What is required:
Omitting all images, give the entries that follow again exactly as they read.

Recorded information:
▼

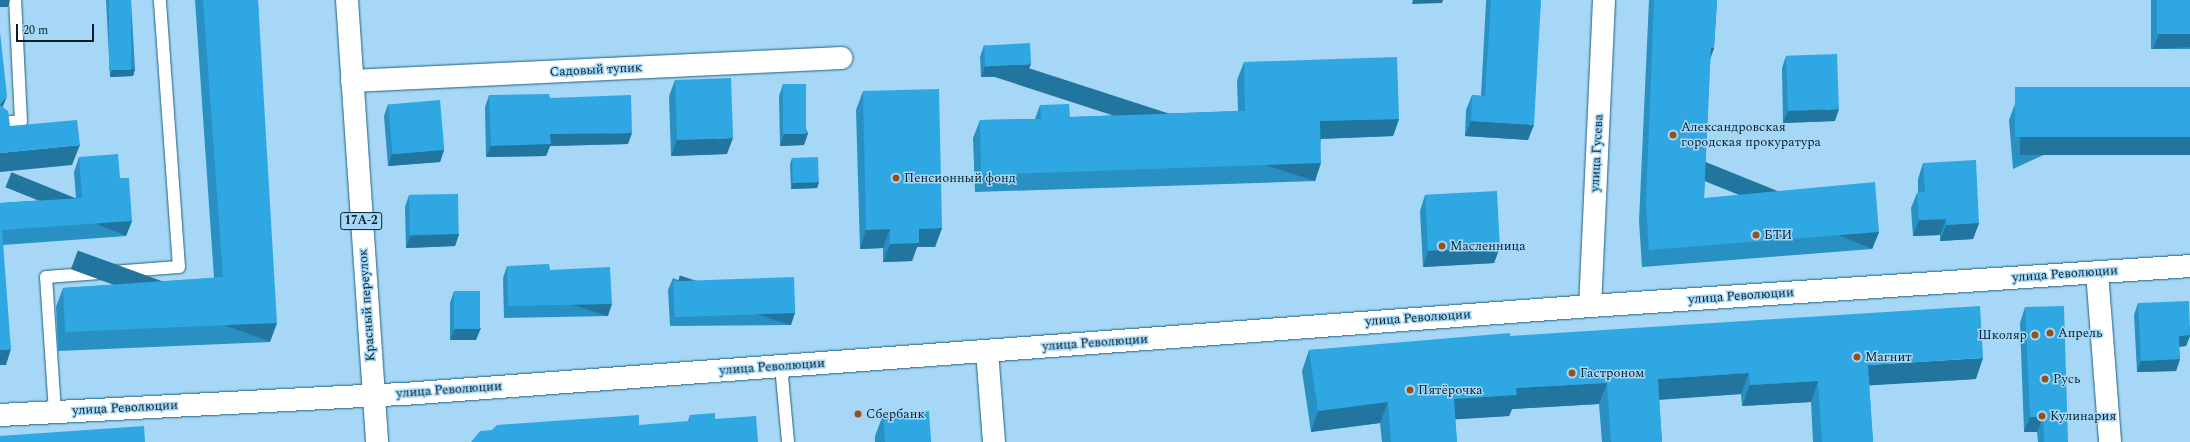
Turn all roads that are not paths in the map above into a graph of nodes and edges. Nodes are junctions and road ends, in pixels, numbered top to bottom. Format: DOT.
graph roads {
  1 [pos="15,0"];
  2 [pos="160,0"];
  3 [pos="347,0"];
  4 [pos="1604,0"];
  5 [pos="841,58"];
  6 [pos="352,81"];
  7 [pos="0,123"];
  8 [pos="2190,266"];
  9 [pos="2097,272"];
  10 [pos="1590,306"];
  11 [pos="987,351"];
  12 [pos="781,366"];
  13 [pos="373,395"];
  14 [pos="56,412"];
  15 [pos="0,415"];
  16 [pos="377,442"];
  17 [pos="788,442"];
  18 [pos="994,442"];
  19 [pos="2110,442"];
  1 -- 7 [label="lane"];
  2 -- 14 [label="lane"];
  3 -- 6 [label="street, Красный переулок / 17А-2"];
  4 -- 10 [label="street, улица Гусева"];
  5 -- 6 [label="street, Садовый тупик"];
  6 -- 13 [label="street, Красный переулок / 17А-2"];
  8 -- 9 [label="street, улица Революции"];
  9 -- 10 [label="street, улица Революции"];
  9 -- 19 [label="street"];
  10 -- 11 [label="street, улица Революции"];
  11 -- 12 [label="street, улица Революции"];
  11 -- 18 [label="street"];
  12 -- 13 [label="street, улица Революции"];
  12 -- 17 [label="lane"];
  13 -- 14 [label="street, улица Революции"];
  13 -- 16 [label="street, Красный переулок / 17А-2"];
  14 -- 15 [label="street, улица Революции"];
}
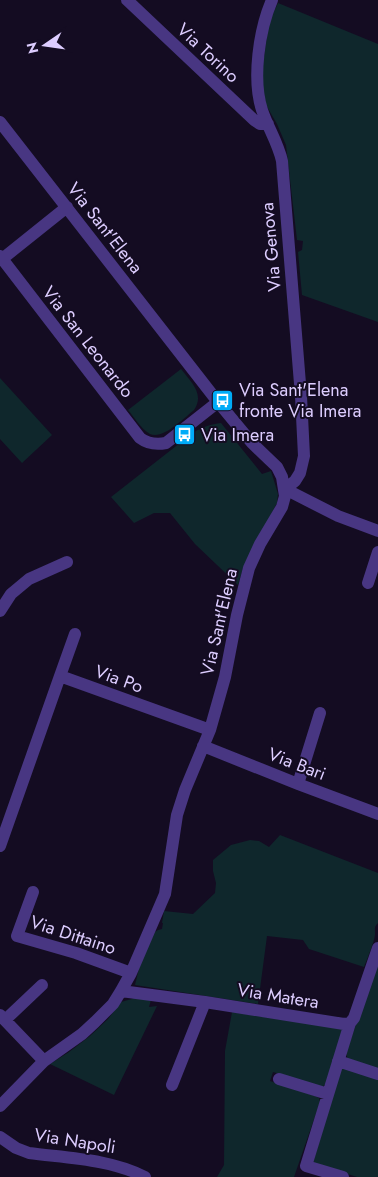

▲

Expected answer:
Turn all roads that are not paths in the map above into a graph of nodes and edges. Nodes are junctions and road ends, in pixels, numbered top to bottom. Format: DOT.
graph roads {
  1 [pos="15,0"];
  2 [pos="160,0"];
  3 [pos="347,0"];
  4 [pos="1604,0"];
  5 [pos="841,58"];
  6 [pos="352,81"];
  7 [pos="0,123"];
  8 [pos="2190,266"];
  9 [pos="2097,272"];
  10 [pos="1590,306"];
  11 [pos="987,351"];
  12 [pos="781,366"];
  13 [pos="373,395"];
  14 [pos="56,412"];
  15 [pos="0,415"];
  16 [pos="377,442"];
  17 [pos="788,442"];
  18 [pos="994,442"];
  19 [pos="2110,442"];
  1 -- 7 [label="lane"];
  2 -- 14 [label="lane"];
  3 -- 6 [label="street, Красный переулок / 17А-2"];
  4 -- 10 [label="street, улица Гусева"];
  5 -- 6 [label="street, Садовый тупик"];
  6 -- 13 [label="street, Красный переулок / 17А-2"];
  8 -- 9 [label="street, улица Революции"];
  9 -- 10 [label="street, улица Революции"];
  9 -- 19 [label="street"];
  10 -- 11 [label="street, улица Революции"];
  11 -- 12 [label="street, улица Революции"];
  11 -- 18 [label="street"];
  12 -- 13 [label="street, улица Революции"];
  12 -- 17 [label="lane"];
  13 -- 14 [label="street, улица Революции"];
  13 -- 16 [label="street, Красный переулок / 17А-2"];
  14 -- 15 [label="street, улица Революции"];
}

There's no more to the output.